Amid an ongoing rout in commodities prices during the latter stages of 2015, some commodities exchange traded products continued bleeding assets.
Gold ETFs were pressured last year amid speculation the Federal Reserve is preparing to raise interest rates, which has pushed the dollar higher. Higher interest rates would diminish gold’s attractiveness since the precious metal does not pay interest like fixed-income assets. Investors yanked $2.2 billion from the SPDR Gold Shares (NYSEArca: GLD) last year, including $1.4 billion in the last three months of the year. [Doubters in Gold Rally]
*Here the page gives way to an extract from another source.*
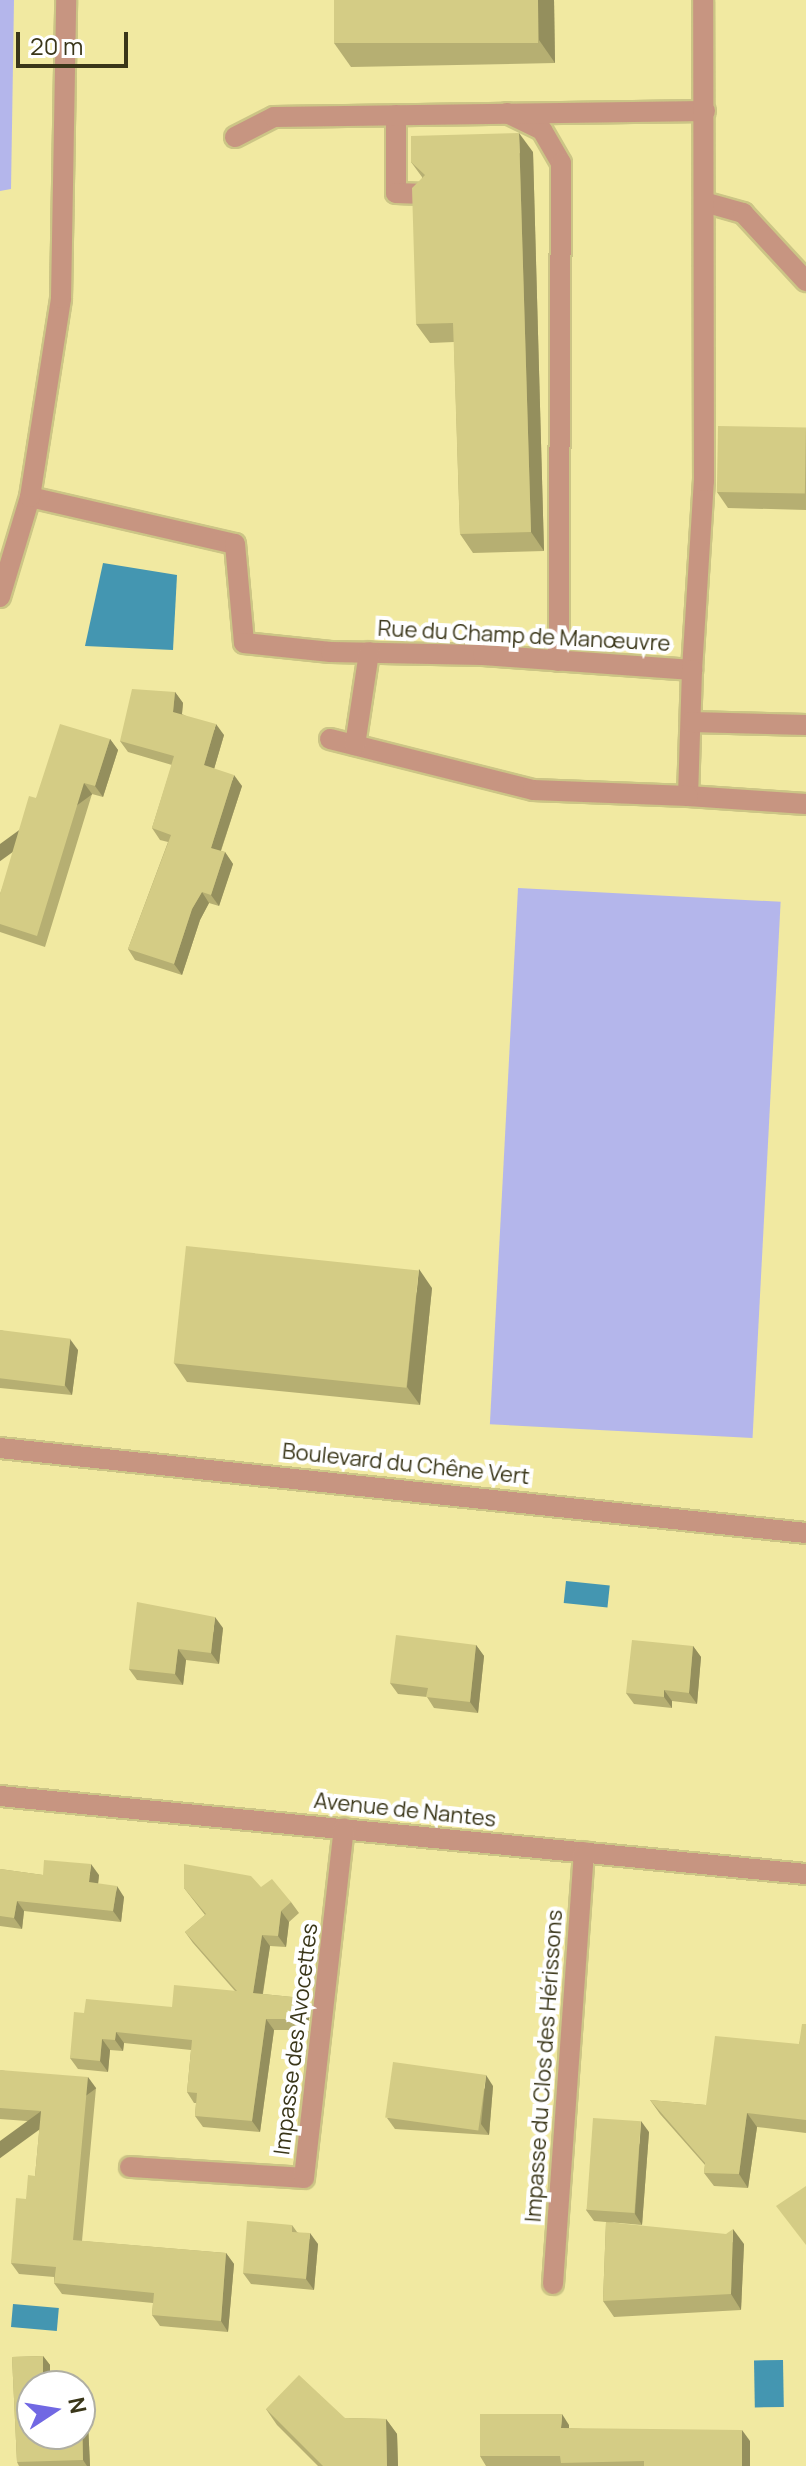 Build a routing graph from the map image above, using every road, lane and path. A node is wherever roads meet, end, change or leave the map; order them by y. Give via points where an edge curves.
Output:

“Market caps of commodity ETFs slid 8% in the fourth quarter, in large part thanks to gold’s decline in the face of an interest rate hike from the Federal Reserve. It appears that hedge funds’ net long holdings also slid as much as 7% from the third quarter. ‘Bottom line: for a third consecutive year, commodities significantly underperformed all other asset markets and have started 2016 on an even weaker footing,” Teresa Rivas reports for Barron’s, citing Citigroup.
One commodities ETF that has defied the outflows trend is the United States Oil Fund (NYSEArca: USO), which tracks West Texas Intermediate crude oil futures. Although USO lost more than 40% last year, investors added more than $3 billion in new assets to the ETF, including more than $1.4 billion during the last three months of the year.
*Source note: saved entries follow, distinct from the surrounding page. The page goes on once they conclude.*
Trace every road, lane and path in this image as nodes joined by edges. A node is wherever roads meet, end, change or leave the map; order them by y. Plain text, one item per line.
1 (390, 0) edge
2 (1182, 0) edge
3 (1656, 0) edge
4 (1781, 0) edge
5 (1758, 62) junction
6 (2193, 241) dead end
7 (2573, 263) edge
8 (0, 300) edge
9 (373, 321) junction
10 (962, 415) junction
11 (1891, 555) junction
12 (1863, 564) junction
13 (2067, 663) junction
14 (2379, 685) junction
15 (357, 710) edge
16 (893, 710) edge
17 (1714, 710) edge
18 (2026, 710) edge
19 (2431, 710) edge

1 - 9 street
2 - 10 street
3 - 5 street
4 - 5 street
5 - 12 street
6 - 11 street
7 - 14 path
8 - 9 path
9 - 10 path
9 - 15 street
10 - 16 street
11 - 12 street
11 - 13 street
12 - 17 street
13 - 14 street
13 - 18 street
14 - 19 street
OPEC has kept up production to pressure high-cost rivals, such as the developing U.S. shale oil producers. The International Energy Agency expects it will take several years before OPEC can effectively price out high-cost producers. [Oil ETFs Face World-Record Supply Glut]
“Gold has started the New Year once again caught in a tug-of-war between strong US labor data and choppy global markets. Much like in August, when a sharp decline in Chinese equity prices sparked turmoil in financial markets and strong safe-haven buying, gold prices have climbed YTD despite strong USdata which might otherwise push prices lower (on hawkish Fed expectations),” said Citigroup by way of Barron’s.